そこにあったのは、櫛と簪。どちらも年季こそ入っているが、その意匠は繊細で素晴らしく、美しいと言わざるを得ないものだ。
「ああ、つげ櫛なら持ってるわ。歌仙がくれたのよ」
現世の審神者会議に行く際、なかなかまとまらない深見の長い髪を梳いてくれたのは歌仙だ。
彼はそのまま、私にそのつげ櫛を譲ってくれた。
椿油がたっぷり染み込んだつげ櫛は、香り高く、またその上質の油で髪質がよくなって、ちょっとした自慢だ。
「櫛ではない、簪な。
櫛は苦死に繋がる。忌み言葉になるからか、人に渡す際は櫛は簪と、そう呼んでいるのだ」
「そうなんだ……。でも、簪も要らないからね?」
平打簪、変わり簪、びらびら簪と、煌びやかな簪の飾られる中、三日月は藤の枝のように垂れ下がるびらびら簪をじっと見つめている。
意匠はとても可愛らしいが、それも要らない。
「着物なら、」
「それも結構よ」
「ぬぅ」
隣の展示室の着物を見てまたもひとこと。
言い切らぬうちからぶった切る深見の言葉に三日月は不満そうに唇を尖らせた。
「ねえなんでそんなに贈り物したいの?ねえ?
なんだか怖いわよ」
何度も贈り物をしたがる三日月。
いくら審神者とはいえ、ただで刀剣男士から何かをもらえるとは思えない。
今来ている時代に流行った錬金術の漫画曰く、何かを得るためには同等の対価が必要。等価交換というやつだ。

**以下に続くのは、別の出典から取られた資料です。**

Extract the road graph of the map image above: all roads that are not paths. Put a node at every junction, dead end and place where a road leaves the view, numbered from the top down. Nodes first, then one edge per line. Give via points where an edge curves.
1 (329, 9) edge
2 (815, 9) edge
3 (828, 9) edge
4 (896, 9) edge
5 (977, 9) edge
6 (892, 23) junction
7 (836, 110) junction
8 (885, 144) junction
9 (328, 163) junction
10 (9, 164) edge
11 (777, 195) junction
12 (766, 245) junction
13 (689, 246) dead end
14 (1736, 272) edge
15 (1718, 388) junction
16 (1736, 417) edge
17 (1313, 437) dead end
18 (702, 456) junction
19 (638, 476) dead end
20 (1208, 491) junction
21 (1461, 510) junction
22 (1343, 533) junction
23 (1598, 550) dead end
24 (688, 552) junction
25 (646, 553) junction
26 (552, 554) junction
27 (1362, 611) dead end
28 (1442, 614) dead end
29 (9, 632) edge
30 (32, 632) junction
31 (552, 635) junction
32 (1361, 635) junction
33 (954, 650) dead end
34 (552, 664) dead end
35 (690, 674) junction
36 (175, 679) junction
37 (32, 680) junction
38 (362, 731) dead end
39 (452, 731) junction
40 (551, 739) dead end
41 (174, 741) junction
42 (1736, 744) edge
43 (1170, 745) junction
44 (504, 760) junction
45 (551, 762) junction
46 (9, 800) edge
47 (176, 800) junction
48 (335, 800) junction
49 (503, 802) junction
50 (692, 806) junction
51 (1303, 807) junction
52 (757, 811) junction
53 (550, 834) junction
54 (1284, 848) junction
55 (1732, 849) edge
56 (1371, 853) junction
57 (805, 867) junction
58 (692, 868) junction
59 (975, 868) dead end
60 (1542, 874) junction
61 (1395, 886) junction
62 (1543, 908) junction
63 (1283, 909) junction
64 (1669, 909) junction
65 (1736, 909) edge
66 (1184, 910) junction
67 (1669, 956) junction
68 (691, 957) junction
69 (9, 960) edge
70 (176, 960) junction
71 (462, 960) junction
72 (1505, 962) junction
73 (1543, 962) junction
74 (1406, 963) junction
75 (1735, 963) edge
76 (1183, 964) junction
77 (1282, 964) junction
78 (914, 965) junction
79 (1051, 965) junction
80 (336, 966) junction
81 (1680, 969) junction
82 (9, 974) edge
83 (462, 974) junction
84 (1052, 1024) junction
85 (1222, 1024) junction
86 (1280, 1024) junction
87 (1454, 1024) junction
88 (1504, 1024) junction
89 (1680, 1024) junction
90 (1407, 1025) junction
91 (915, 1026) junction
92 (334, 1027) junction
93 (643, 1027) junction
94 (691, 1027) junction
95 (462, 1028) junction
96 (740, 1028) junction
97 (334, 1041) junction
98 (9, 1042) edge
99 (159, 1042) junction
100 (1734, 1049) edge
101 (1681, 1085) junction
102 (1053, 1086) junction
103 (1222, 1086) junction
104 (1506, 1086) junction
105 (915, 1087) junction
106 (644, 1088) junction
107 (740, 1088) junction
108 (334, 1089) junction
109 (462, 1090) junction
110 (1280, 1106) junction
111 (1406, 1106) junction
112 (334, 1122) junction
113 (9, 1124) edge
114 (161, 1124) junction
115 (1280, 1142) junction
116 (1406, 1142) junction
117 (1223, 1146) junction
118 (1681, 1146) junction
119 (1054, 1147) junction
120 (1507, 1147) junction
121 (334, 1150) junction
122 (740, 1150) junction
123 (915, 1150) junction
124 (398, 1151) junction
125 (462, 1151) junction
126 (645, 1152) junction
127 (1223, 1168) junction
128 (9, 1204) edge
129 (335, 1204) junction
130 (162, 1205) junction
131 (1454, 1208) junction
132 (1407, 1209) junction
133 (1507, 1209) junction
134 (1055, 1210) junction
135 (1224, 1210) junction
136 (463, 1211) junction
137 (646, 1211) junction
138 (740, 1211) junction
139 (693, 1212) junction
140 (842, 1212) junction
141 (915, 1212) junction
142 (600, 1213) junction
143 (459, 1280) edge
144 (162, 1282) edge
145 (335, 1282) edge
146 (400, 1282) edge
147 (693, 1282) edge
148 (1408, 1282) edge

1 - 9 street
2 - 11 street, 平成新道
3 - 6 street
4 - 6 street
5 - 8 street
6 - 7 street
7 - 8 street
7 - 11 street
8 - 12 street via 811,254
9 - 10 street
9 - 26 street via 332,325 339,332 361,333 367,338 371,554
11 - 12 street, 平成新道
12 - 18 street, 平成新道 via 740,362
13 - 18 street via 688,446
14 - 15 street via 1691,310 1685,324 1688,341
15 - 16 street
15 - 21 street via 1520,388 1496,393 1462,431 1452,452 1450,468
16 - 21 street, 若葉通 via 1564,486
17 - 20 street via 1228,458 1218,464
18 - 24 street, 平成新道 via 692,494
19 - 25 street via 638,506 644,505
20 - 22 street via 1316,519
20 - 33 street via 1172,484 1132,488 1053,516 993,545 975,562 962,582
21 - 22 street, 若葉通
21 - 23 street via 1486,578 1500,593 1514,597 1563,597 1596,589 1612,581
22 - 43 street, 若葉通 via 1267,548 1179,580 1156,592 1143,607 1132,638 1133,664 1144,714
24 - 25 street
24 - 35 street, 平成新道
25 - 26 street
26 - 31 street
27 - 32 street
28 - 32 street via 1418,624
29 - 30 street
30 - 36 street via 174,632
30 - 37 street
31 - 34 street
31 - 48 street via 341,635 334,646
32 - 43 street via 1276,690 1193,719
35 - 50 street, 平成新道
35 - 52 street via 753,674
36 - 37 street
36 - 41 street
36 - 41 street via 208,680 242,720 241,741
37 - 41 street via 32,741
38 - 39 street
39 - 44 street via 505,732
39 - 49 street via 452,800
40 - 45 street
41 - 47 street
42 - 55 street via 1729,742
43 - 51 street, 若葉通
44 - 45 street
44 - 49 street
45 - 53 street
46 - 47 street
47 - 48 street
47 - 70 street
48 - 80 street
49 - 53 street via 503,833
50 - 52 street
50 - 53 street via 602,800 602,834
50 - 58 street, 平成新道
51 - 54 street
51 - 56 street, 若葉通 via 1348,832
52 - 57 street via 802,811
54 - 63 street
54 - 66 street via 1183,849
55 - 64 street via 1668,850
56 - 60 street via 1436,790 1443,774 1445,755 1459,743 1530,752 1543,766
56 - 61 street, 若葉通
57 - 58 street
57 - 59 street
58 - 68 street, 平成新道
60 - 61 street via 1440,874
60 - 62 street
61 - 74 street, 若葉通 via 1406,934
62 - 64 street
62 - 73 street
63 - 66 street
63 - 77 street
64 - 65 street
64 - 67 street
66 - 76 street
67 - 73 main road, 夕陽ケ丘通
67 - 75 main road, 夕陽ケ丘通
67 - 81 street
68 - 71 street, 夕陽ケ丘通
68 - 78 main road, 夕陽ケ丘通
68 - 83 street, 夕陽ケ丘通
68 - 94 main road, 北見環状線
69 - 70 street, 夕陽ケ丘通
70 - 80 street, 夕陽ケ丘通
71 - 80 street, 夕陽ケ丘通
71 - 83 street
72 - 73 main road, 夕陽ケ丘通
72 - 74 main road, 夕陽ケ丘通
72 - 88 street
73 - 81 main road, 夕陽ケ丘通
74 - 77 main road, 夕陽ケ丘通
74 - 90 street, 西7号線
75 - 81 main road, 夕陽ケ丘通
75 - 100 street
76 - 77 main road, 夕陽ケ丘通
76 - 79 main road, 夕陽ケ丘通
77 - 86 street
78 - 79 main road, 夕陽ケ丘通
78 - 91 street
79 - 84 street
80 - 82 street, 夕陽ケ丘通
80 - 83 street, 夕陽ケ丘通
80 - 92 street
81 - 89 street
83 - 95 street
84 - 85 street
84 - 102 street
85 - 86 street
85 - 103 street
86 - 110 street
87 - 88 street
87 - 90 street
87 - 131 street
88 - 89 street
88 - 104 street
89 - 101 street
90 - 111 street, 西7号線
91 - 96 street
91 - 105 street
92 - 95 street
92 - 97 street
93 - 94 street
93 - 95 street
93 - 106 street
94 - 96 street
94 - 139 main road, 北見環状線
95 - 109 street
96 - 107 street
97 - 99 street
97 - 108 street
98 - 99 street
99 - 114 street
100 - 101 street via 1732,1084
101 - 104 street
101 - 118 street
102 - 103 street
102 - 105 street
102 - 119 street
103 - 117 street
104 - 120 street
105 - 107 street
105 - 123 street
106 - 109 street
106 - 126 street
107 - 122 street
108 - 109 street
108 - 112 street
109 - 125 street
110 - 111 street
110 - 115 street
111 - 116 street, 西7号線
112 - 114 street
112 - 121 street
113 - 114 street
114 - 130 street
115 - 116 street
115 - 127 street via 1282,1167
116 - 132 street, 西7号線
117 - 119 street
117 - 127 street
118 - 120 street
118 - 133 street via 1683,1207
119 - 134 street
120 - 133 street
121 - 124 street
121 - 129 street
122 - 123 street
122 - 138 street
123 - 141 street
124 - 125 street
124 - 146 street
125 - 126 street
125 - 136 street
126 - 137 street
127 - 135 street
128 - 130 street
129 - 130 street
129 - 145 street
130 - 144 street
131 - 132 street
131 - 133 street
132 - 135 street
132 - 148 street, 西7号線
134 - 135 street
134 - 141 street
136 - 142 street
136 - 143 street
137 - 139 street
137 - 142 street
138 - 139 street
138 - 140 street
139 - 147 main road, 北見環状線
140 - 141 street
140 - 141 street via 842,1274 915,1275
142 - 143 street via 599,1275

「ははは、『着物を着た深見を脱がせたい』『髪を乱したい』というのは、江戸の考えだろう?そう身構えずともよい。
なに、俺は日々頑張っておられるおぬしにぷれぜんとをしたくてな」
と言っても、三日月は自分の考えが『そう』でないとは一言も言っていない。
江戸時代の男の考えが、今の三日月に浸透している可能性がある。刀剣界では江戸の男の代名詞、和泉守兼定ともなかなかの仲であることだし。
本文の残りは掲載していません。